- [About this exercise] Once the pictures have been excluded, set down each remaining entry word for word.

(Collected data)

===============

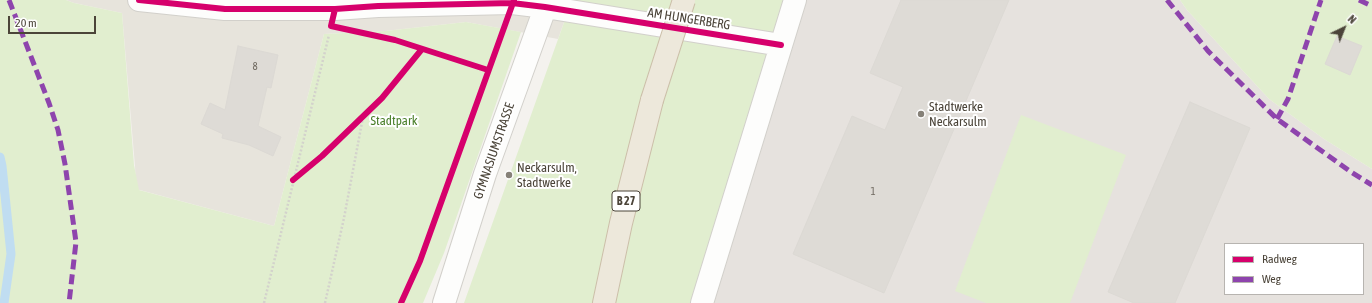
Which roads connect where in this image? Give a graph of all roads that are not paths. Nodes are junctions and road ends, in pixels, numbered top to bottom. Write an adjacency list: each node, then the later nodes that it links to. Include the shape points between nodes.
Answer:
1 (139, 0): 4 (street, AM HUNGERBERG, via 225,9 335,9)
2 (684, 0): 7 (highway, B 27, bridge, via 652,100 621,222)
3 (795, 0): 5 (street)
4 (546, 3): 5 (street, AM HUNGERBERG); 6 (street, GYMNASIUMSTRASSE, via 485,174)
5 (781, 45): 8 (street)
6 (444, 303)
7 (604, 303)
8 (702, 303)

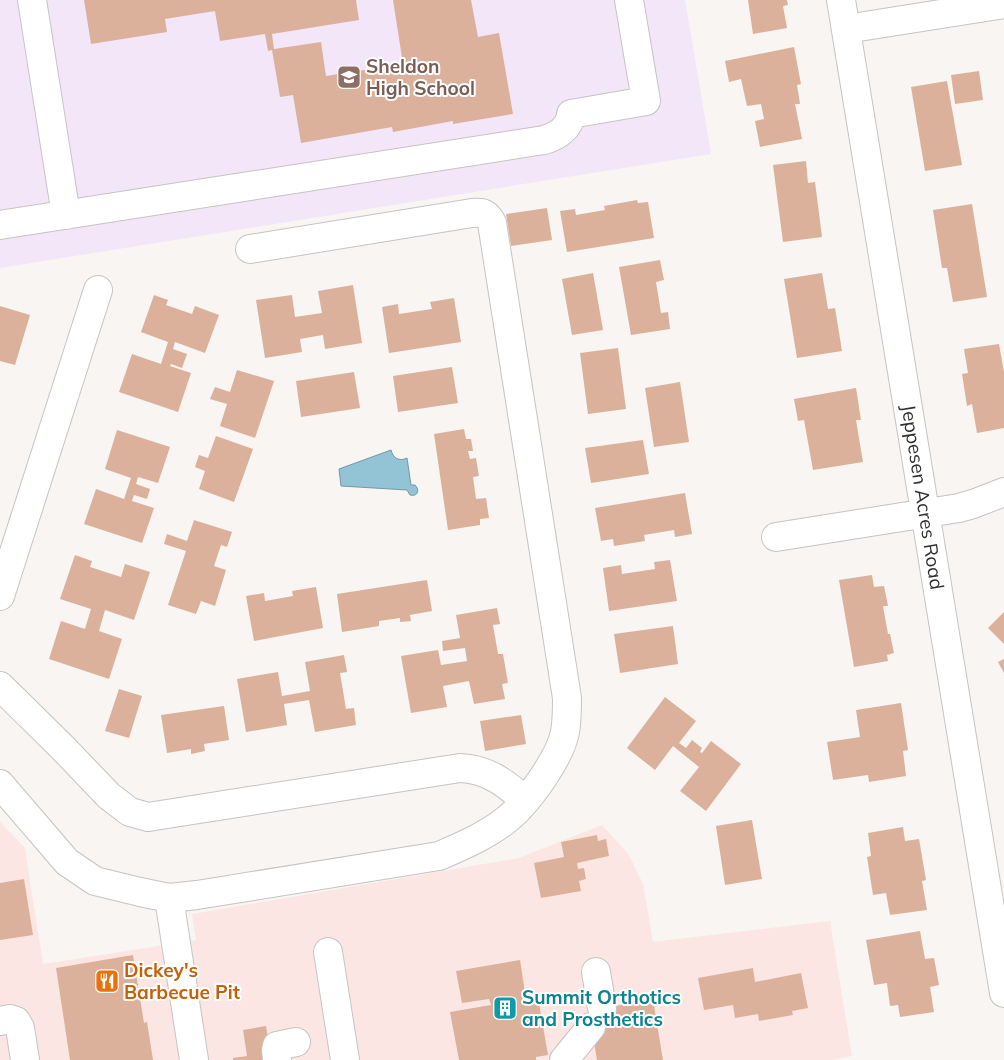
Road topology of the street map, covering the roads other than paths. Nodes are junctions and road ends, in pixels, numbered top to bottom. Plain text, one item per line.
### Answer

===============

- [Answer to this task]
Which roads connect where in this image? Give a graph of all roads that are not paths. Nodes are junctions and road ends, in pixels, numbered top to bottom. Write an adjacency list: each node, then the later nodes that it links to. Include the shape points between nodes.
Answer:
1 (139, 0): 4 (street, AM HUNGERBERG, via 225,9 335,9)
2 (684, 0): 7 (highway, B 27, bridge, via 652,100 621,222)
3 (795, 0): 5 (street)
4 (546, 3): 5 (street, AM HUNGERBERG); 6 (street, GYMNASIUMSTRASSE, via 485,174)
5 (781, 45): 8 (street)
6 (444, 303)
7 (604, 303)
8 (702, 303)

Road topology of the street map, covering the roads other than paths. Nodes are junctions and road ends, in pixels, numbered top to bottom. Plain text, one item per line.
### Answer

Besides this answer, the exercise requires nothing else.